動画コマースプラットフォームを展開するFirework Japan株式会社は、株式会社アルペンが運営する公式オンラインストア「Alpen Online」に「AI Shopping Agent」を導入したと発表しました。
アディダス商品を対象に、Fireworkの「Retail Connect」を活用し、ブランドから提供される商品情報をもとに動く対話型AI接客サービスの提供を2026年6月12日より開始しています。
小売とブランドの「データ分断」を解消する
EC市場では、メーカーが持つ最新の機能説明や商品開発の背景、ブランドの世界観といったコアな情報が小売企業のECサイトに十分反映されず、消費者が最適な購買判断を下しにくいという課題がありました。「Firework Retail Connect」はこの分断を解消し、ブランドの公式アセット(動画やデータ)を小売EC側へダイレクトにシンジケーション(一斉配信・連携)するプラットフォームです。
AI Shopping Agentの3つの機能
今回の導入により、ユーザーはAlpen Online内のアディダス商品ページで、店舗の専門スタッフから接客を受けているかのような対話型購買体験を24時間利用できるようになります。
具体的には、「この素材はパフォーマンスにどう影響する?」「独自機能のメリットは?」といった疑問に対し、ブランドから提供されたデータに基づいて即答する「専門テクノロジーの深掘り解説」機能を備えます。また「自分の目標タイムに合っているか?」「想定するグラウンド環境での耐久性は?」など個人の競技レベルや使用環境への適性を確認できる機能も提供します。さらに、テキスト回答に合わせて縦型ショート動画をAIが提示し、商品の魅力を直感的に伝えます。

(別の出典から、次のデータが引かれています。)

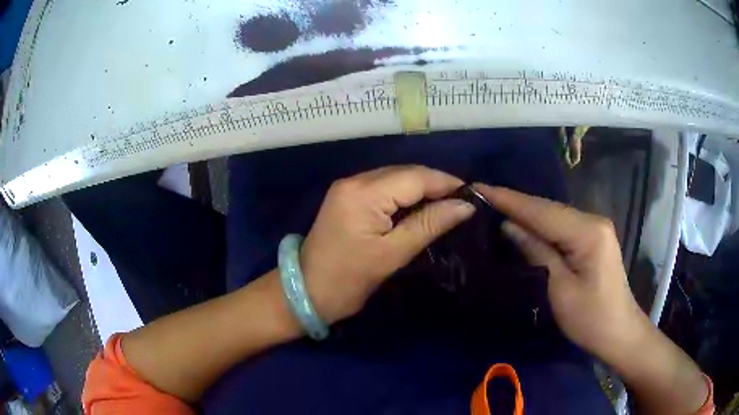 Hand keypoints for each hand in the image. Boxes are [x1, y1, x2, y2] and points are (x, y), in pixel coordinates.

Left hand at [301, 166, 475, 323]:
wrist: (306, 292)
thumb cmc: (349, 279)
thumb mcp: (393, 254)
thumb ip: (429, 224)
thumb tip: (465, 206)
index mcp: (363, 193)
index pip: (414, 177)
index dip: (445, 182)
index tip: (471, 194)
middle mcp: (354, 181)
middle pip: (404, 173)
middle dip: (434, 184)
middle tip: (460, 202)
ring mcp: (348, 187)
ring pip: (394, 177)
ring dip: (420, 189)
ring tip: (445, 205)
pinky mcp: (346, 197)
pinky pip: (382, 187)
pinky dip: (403, 194)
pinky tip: (418, 207)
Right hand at [475, 185, 648, 360]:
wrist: (619, 332)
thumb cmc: (590, 319)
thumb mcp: (560, 290)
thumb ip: (537, 252)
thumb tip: (508, 226)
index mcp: (588, 232)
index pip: (542, 211)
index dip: (509, 199)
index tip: (477, 186)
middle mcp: (593, 220)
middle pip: (548, 208)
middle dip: (515, 202)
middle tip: (480, 194)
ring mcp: (595, 227)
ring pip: (554, 215)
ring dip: (525, 211)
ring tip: (493, 203)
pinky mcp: (593, 237)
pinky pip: (561, 225)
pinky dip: (539, 223)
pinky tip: (522, 221) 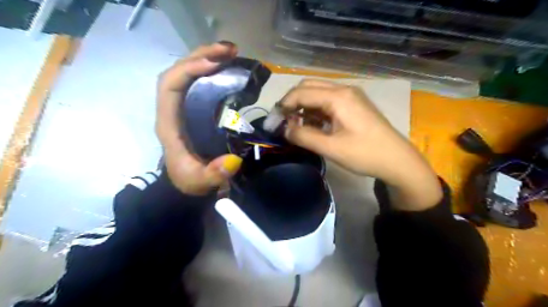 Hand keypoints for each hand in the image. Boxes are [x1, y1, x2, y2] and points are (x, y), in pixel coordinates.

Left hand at [159, 41, 243, 195]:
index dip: (189, 70)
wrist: (187, 183)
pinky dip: (214, 71)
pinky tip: (230, 68)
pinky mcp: (197, 109)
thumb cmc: (189, 180)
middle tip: (230, 50)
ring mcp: (185, 107)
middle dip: (202, 56)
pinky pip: (201, 83)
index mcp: (169, 122)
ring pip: (190, 73)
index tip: (215, 64)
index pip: (170, 85)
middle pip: (179, 71)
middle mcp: (174, 109)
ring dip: (208, 58)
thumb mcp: (199, 181)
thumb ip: (213, 175)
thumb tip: (233, 161)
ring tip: (232, 53)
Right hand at [280, 79, 441, 210]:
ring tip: (296, 125)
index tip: (274, 122)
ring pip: (317, 92)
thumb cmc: (365, 154)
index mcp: (338, 97)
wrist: (397, 160)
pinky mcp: (353, 104)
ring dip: (303, 106)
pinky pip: (327, 100)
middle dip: (292, 102)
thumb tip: (283, 129)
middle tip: (284, 122)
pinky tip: (312, 124)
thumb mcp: (330, 148)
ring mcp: (350, 95)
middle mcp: (343, 89)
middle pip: (308, 86)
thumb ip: (303, 136)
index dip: (283, 105)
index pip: (301, 92)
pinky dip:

Firework Retail Connectの技術的優位性
本ソリューションは、単なるチャットボットにとどまらない次世代機能を備えています。ブランドから提供される商品データや解説動画を小売EC環境へシームレスに同期する「体験の同期(シンジケーション)」により、小売側の登録・運用工数を大幅に削減しつつ、常に最新のブランド体験を維持します。
また、ブランドから提供された商品データおよび動画コンテンツを優先的な知識ソースとして動作することで、一般的な生成AIで懸念されるハルシネーション(事実に基づかない情報生成)のリスクを大幅に抑制します。加えて、ユーザーとの対話データを構造化・蓄積し、ECサイト全体のSEO・AIO(AI検索最適化)対策へ還元するデータフライホイール構造も実装しています。
アルペンとFireworkのコメント
アルペン執行役員兼デジタル本部長の蒲山雅文氏は「ブランドから提供された情報を基にAIがお客様に寄り添う形で接客することで、別サイトへ情報収集のために遷移することなくAlpen Onlineで納得できる購買体験を完結できるようになった」と述べています。
Firework JapanカントリーマネージャーのFirework日本責任者・田島一樹氏は「日本を代表するスポーツリテールであるアルペン様と国内初となるRetail Connectの社会実装を実現できた。動画とAIを融合させたこの新しいコマースの形を今後さらに多くの業界へ拡げていく」とコメントしています。
Fireworkは世界37カ国で1,000以上のブランドや小売業者に導入されている動画コマースプラットフォームです。縦型ショート動画やライブ配信、AIをWebサイトに統合することで顧客体験の向上とビジネス成長を支援しています。